Infimum of two measures Let $\Sigma$ be a $\sigma$-algebra on a set $X$. (Unsigned) measures $\mu,\nu:\Sigma\rightarrow[0,+\infty]$ can be ordered "elementwise" ($\mu \le \nu$ if $\mu(E) \le \nu(E)$ for each measurable set $E$). So given two such measures $\mu_1$, $\mu_2$, what would be their infimum (greatest lower bound) $\mu$ in this sense?
Given a measurable set $E\in\Sigma$, and another measurable set $A\in\Sigma$, $\mu(E)$ has to satisfy
$$
\mu(E) = \mu(E\cap A)+\mu(E\cap A^c) \le \mu_1(E\cap A)+\mu_2(E\cap A^c)
$$
so $\mu(E)$ should not exceed the infimum of the right hand side, and it is not hard to show that this infimum defines a measure (use usual $\epsilon/2^n$ argument to show
countable additivity).  So the infimum of $\mu_1$ and $\mu_2$ is given by
$$
\mu(E) = \inf\{\mu_1(E\cap{A})+\mu_2(E\cap{A^c})\mid A\text{ measurable set}\}
$$
Equivalently, one could limit the sets $A$ to be subsets of $E$.
Now my question: Can this infimum always be realized?  Given $E\in\Sigma$, can we always find some measurable subset $A$ that achieves the infimum?
For example, if $\mu_1$, $\mu_2$ are given by density functions $f_1$, $f_2$ with respect to Lebesgue measure, $A$ can be chosen to be the set of points where $f_1(x) \le f_2(x)$.  But I don't see how to show it is possible in general measure spaces.  Is there a counterexample in the general case?
 A: It does generalize, at least if $\mu_1$ and $\mu_2$ are $\sigma$-finite.
Let $\nu = \mu_1 + \mu_2$.  Then $\nu$ is a measure and $\mu_1$ and $\mu_2$ are both absolutely continuous wrt $\nu$, so by Radon-Nikodym there are 
$f_1, f_2$  that are densities for $\mu_1$ and $\mu_2$ wrt $\nu$.
Then you can take $A = \{x: f_1(x) \le f_2(x)\}$.
EDIT: Yes, the infimum is attained.
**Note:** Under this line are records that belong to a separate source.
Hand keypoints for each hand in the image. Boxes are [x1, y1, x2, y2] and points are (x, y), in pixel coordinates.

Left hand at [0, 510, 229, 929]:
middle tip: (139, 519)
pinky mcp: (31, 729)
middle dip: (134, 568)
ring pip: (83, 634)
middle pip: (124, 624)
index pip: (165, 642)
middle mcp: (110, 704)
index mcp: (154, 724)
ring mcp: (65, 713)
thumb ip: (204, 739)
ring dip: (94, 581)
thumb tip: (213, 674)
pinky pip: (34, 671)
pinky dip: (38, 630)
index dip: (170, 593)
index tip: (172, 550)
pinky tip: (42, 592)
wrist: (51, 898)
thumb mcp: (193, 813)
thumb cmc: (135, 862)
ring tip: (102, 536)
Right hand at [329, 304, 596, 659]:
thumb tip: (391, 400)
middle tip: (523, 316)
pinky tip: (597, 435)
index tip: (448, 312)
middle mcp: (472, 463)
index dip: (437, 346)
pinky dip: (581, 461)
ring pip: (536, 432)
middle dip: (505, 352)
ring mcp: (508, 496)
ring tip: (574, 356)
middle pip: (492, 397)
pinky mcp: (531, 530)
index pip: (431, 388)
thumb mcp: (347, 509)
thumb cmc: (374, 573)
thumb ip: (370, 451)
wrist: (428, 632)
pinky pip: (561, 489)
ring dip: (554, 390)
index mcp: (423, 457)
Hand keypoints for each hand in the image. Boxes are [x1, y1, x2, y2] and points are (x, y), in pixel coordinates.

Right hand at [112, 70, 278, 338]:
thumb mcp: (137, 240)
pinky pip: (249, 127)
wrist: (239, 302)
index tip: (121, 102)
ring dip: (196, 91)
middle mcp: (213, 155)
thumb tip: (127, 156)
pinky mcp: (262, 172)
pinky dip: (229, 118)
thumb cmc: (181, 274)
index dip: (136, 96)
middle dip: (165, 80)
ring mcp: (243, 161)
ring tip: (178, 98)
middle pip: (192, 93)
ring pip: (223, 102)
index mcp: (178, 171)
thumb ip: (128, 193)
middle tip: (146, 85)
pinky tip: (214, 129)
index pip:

If $\mu(E) = \infty$, you must have $\mu_1(E) = \infty$ so you can take $A=E$.  So suppose $\mu(E) = m < \infty$.  For each positive integer $n$ there is some measurable $A_n \subseteq E$ such that
$\mu_1(E \cap A_n) + \mu_2(E \cap A_n^c) < m + 1/n$.
Let $B = \bigcap_n A_n$, $C = \bigcap_n A_n^c$, and $D = E \backslash (B \cup C)$.  Then $\mu_1$ and $\mu_2$ are $\sigma$-finite on $D$, so the restrictions of $\mu_1$ and $\mu_2$ to $D$ have densities $f_1$, $f_2$ with respect to their sum, and you can take $A = B \cup \{x \in D: f_1(x) \le f_2(x)\}$.
However, one thing you can't do in general is find a  set $A \in \Sigma$
that works for every set $E \in \Sigma$.
Let $\Sigma$ be a $\sigma$-algebra that contains all singletons, and 
 $B$  a subset of  $X$ that is not in $\Sigma$. Let $\mu_1$ and $\mu_2$ be counting measure on $B$ and $B^c$ respectively.  Thus for any  set $E \in \Sigma$,
$\mu_1(E)$ and $\mu_2(E)$ are the numbers (possibly $\infty$) of points in
$E \cap B$ and $E \cap B^c$ respectively.  If $x$ is a single point we have $\mu_1(\{x\}) = 1$ and $\mu_2(\{x\}) = 0$ if $x \in B$, $\mu_1(\{x\}) = 0$ and $\mu_2(\{x\}) = 1$ otherwise.  Thus the only possible $A$ that works for all
$E$ is $B^c$, but this is not in $\Sigma$.